▶ Data supplied:

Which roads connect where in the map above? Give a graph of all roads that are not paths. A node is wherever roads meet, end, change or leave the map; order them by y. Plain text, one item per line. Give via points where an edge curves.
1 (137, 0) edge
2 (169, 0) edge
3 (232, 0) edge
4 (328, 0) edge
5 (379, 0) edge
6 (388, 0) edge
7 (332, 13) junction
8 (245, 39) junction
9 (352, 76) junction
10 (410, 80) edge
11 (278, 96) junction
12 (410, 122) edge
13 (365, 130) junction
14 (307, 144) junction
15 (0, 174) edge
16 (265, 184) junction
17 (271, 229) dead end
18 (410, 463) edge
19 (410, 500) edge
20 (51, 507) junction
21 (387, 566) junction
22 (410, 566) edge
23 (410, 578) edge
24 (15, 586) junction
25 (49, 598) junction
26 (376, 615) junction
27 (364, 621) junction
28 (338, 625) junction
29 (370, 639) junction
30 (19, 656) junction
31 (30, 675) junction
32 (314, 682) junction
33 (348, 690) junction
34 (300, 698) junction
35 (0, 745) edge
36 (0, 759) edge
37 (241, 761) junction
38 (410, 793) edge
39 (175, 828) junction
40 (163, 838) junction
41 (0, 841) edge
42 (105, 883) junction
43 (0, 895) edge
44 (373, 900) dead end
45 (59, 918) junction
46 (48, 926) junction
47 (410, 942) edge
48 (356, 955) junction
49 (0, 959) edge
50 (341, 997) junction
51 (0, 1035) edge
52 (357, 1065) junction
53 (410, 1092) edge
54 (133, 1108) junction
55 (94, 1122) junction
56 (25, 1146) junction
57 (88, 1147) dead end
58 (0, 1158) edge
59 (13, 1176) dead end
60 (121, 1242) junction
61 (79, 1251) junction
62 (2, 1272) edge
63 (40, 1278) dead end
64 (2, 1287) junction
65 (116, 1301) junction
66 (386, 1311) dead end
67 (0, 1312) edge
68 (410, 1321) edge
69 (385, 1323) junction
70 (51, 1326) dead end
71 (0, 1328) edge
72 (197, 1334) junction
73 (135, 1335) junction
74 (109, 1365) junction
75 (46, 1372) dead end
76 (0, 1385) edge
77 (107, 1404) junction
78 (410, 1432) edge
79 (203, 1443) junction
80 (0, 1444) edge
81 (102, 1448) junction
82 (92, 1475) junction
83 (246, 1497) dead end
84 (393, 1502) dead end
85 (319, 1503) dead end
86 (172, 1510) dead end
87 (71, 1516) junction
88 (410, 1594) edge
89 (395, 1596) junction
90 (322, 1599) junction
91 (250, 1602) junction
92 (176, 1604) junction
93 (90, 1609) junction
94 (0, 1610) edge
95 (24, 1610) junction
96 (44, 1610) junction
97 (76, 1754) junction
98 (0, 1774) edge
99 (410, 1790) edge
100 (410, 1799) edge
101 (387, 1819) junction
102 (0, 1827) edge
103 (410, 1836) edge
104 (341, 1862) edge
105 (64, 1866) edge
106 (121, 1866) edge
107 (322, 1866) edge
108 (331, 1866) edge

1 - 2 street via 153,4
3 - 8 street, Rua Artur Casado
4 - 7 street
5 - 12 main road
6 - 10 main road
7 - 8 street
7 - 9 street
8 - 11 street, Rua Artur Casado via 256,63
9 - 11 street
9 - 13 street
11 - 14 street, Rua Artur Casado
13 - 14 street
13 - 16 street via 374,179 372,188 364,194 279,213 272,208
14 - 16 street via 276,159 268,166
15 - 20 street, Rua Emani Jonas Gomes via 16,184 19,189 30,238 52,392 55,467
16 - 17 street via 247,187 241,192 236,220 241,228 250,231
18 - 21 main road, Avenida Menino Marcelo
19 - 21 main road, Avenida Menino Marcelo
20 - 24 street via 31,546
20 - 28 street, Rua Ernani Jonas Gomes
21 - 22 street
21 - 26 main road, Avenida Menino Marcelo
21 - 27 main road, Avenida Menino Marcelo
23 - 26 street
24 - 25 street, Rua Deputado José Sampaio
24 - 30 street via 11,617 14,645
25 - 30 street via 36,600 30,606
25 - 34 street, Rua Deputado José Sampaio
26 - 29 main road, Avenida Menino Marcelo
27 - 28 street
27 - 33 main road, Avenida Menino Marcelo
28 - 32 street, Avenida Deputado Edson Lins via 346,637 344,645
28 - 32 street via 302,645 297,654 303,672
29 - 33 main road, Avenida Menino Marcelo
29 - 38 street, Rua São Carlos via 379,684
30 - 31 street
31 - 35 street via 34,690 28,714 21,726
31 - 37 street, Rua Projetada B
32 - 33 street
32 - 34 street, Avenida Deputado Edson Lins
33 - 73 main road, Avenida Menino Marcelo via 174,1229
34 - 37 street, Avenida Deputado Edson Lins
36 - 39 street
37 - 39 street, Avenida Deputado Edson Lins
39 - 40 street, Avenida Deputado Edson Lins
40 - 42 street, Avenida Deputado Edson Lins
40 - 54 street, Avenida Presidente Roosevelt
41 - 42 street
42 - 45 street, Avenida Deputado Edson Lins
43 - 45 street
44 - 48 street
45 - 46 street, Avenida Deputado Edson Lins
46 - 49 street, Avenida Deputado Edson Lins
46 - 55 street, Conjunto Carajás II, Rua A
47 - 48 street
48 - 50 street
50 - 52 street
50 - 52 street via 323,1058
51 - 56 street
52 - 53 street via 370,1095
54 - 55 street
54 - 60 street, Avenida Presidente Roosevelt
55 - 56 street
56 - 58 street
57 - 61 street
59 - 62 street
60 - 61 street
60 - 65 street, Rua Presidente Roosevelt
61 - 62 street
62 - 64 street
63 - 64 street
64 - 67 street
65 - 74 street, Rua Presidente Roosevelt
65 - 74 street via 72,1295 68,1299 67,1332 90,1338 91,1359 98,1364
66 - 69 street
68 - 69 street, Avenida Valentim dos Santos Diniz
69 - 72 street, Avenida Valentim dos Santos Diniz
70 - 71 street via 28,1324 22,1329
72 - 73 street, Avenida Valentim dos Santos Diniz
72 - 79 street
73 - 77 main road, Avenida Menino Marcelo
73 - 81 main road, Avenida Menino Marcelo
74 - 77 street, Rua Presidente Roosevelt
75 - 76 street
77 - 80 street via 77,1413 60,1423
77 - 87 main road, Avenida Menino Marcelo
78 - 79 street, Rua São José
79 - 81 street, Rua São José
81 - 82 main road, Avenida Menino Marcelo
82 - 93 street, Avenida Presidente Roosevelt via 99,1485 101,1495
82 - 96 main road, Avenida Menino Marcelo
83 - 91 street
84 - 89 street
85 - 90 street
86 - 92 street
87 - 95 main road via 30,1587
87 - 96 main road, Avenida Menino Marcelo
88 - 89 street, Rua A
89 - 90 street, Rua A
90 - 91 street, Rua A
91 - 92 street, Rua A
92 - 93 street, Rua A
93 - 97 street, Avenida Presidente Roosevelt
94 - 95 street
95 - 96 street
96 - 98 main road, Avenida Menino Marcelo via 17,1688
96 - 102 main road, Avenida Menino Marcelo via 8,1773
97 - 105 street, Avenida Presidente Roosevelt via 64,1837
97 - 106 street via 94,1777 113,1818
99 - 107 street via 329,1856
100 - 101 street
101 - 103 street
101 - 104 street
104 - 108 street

▶ What the task asks:
Scan the data above and copy every line with "Gomes" in it.

▶ Written response:
15 - 20 street, Rua Emani Jonas Gomes via 16,184 19,189 30,238 52,392 55,467
20 - 28 street, Rua Ernani Jonas Gomes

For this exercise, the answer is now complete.